# Exercise directions
In the entries below, every line that contains "image" must be located and copied.

Dataset records:
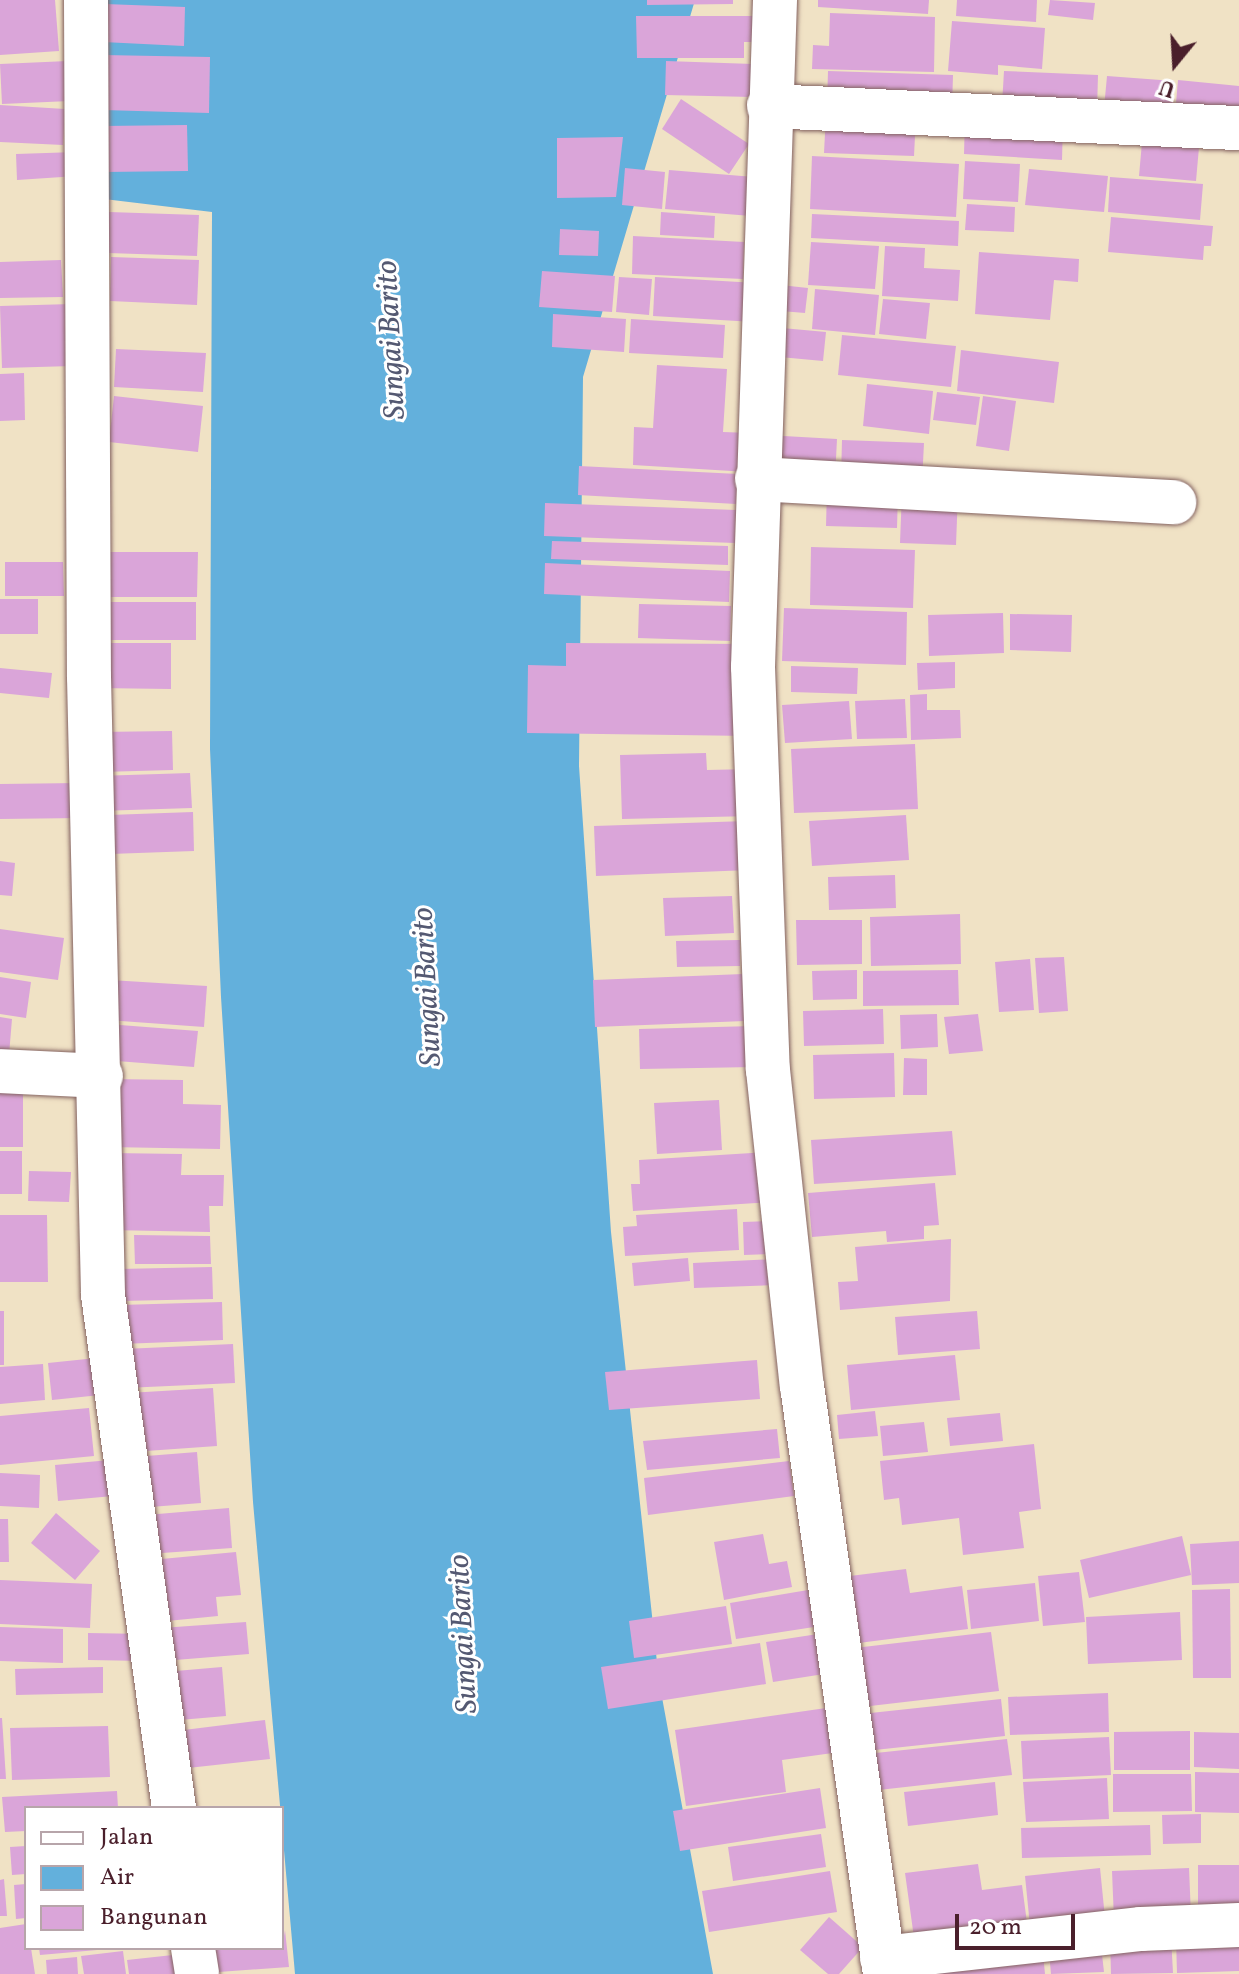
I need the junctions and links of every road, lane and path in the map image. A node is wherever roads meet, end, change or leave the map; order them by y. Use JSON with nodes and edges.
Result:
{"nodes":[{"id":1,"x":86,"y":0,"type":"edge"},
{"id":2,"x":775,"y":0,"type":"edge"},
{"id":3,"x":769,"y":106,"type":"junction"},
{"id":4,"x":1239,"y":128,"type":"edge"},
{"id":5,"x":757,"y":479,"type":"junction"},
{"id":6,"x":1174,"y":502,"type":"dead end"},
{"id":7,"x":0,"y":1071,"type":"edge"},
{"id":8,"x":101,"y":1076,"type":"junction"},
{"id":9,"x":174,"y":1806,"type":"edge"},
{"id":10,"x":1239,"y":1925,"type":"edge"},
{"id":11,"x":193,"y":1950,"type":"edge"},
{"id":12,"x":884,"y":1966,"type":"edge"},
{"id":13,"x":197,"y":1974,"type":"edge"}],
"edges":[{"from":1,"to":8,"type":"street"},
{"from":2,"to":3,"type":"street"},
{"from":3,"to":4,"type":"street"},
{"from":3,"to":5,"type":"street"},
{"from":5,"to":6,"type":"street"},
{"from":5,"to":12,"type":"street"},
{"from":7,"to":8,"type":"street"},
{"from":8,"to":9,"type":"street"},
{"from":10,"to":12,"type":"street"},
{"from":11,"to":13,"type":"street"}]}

--

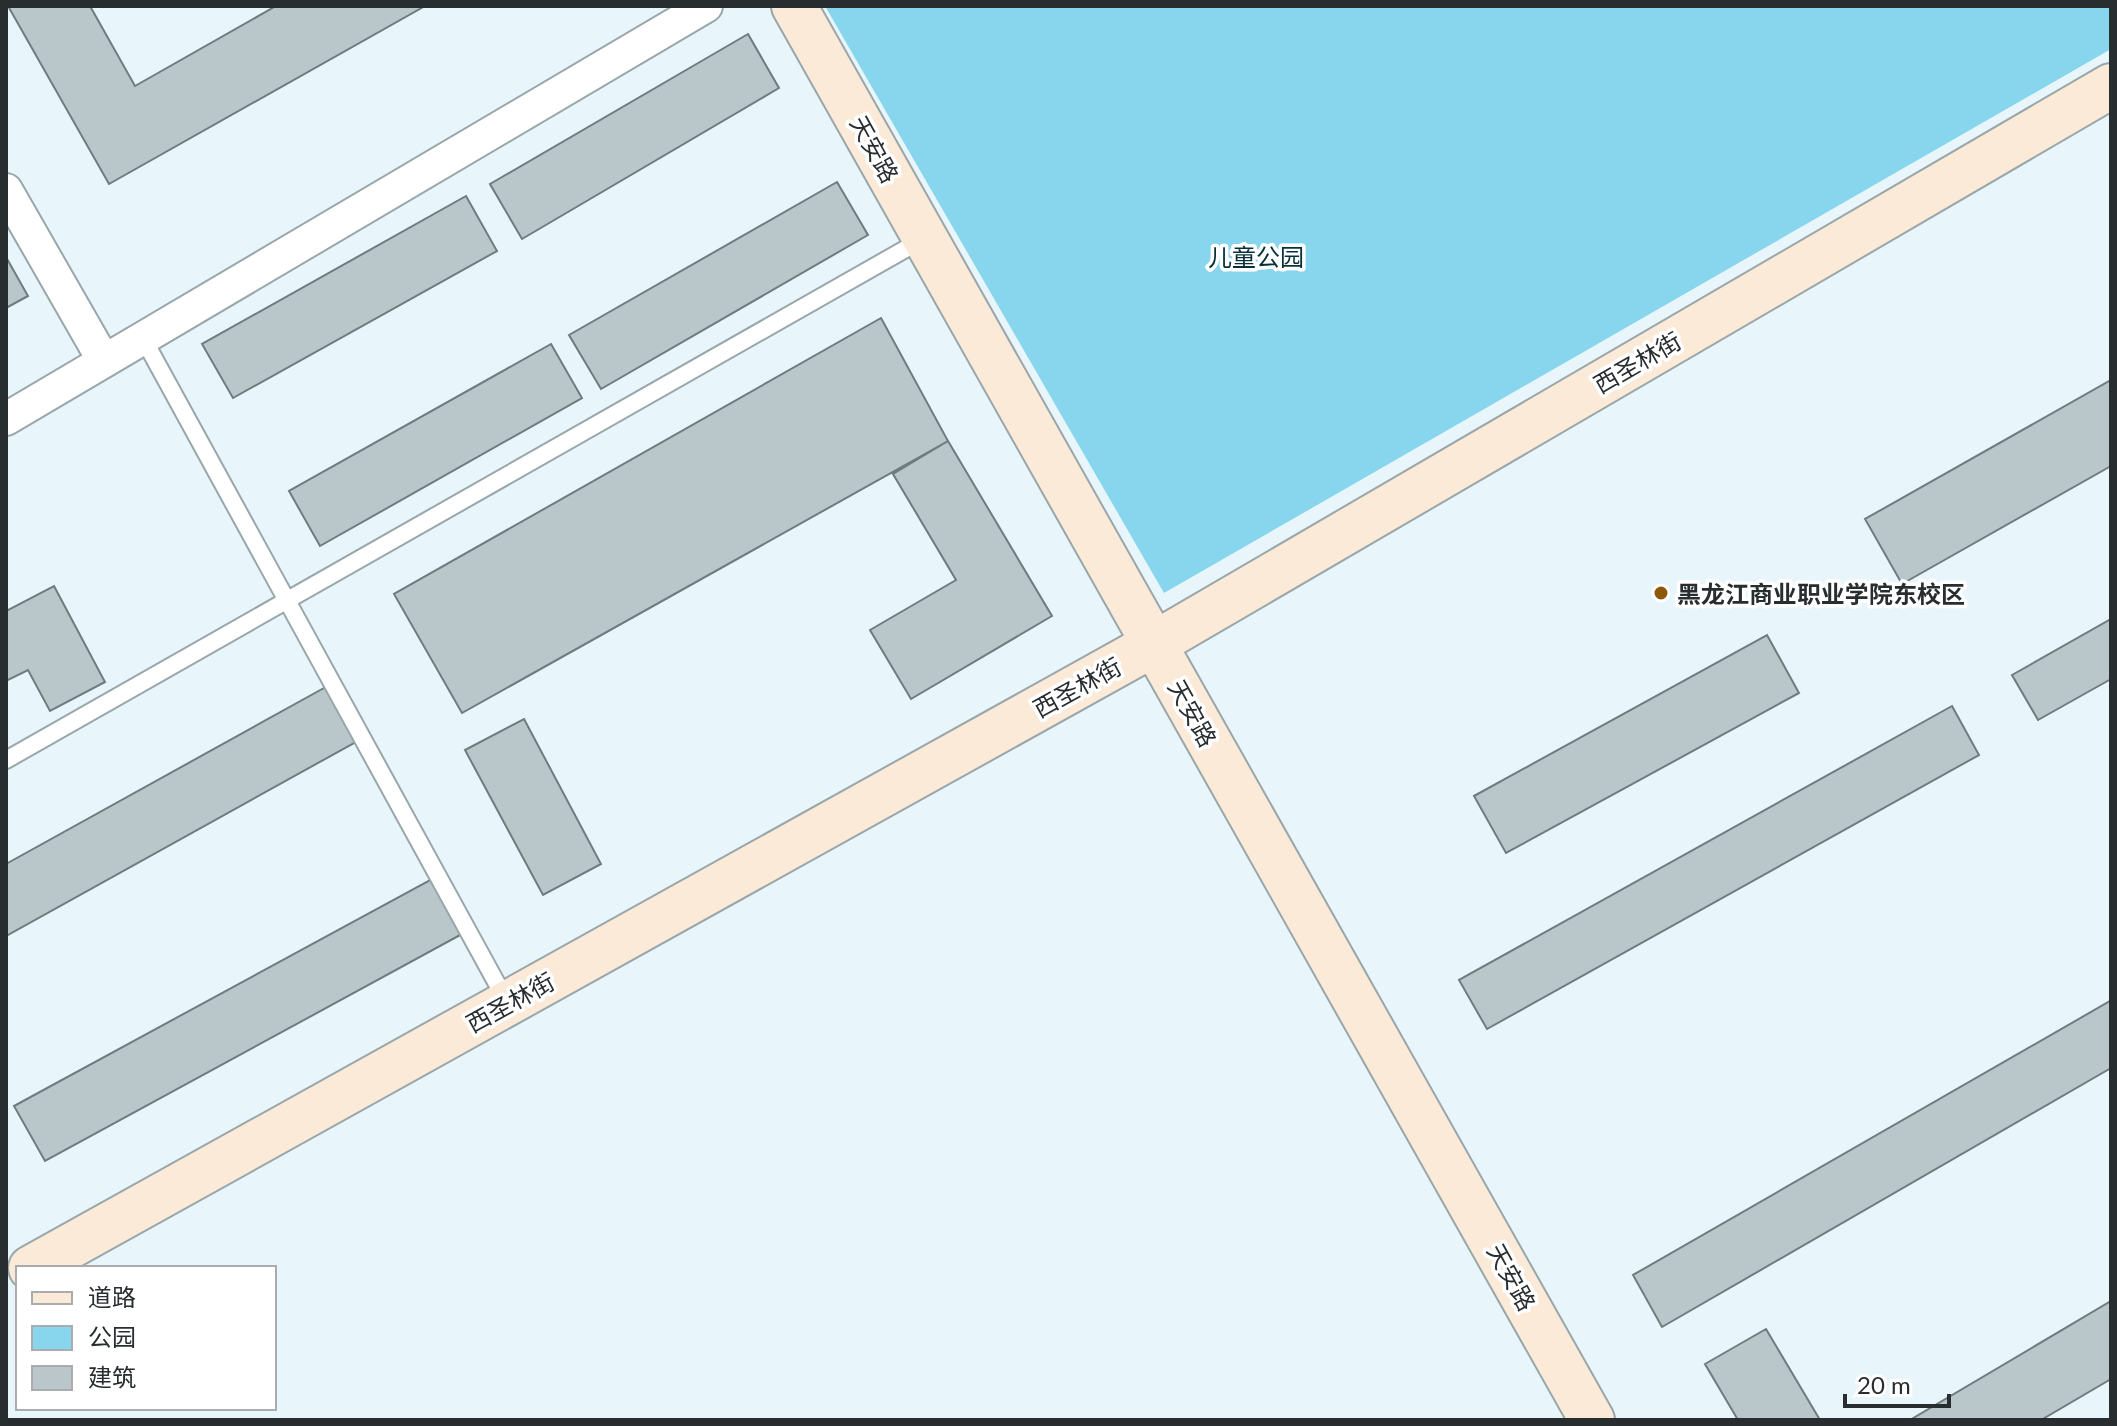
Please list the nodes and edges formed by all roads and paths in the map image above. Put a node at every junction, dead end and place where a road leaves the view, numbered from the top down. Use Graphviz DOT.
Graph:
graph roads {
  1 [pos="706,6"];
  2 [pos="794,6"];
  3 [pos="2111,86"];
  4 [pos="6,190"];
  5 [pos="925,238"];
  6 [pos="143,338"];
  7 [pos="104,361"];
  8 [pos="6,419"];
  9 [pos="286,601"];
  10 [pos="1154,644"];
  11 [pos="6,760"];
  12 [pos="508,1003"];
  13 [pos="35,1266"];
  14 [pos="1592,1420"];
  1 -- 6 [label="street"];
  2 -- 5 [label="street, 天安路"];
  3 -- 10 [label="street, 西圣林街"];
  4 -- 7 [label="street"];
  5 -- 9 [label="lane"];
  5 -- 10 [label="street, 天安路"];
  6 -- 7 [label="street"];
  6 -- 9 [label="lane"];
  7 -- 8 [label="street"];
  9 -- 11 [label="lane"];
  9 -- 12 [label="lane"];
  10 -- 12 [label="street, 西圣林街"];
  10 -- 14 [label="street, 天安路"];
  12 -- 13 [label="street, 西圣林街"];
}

# Your solution
I need the junctions and links of every road, lane and path in the map image. A node is wherever roads meet, end, change or leave the map; order them by y. Use JSON with nodes and edges.
Please list the nodes and edges formed by all roads and paths in the map image above. Put a node at every junction, dead end and place where a road leaves the view, numbered from the top down. Use Graphviz DOT.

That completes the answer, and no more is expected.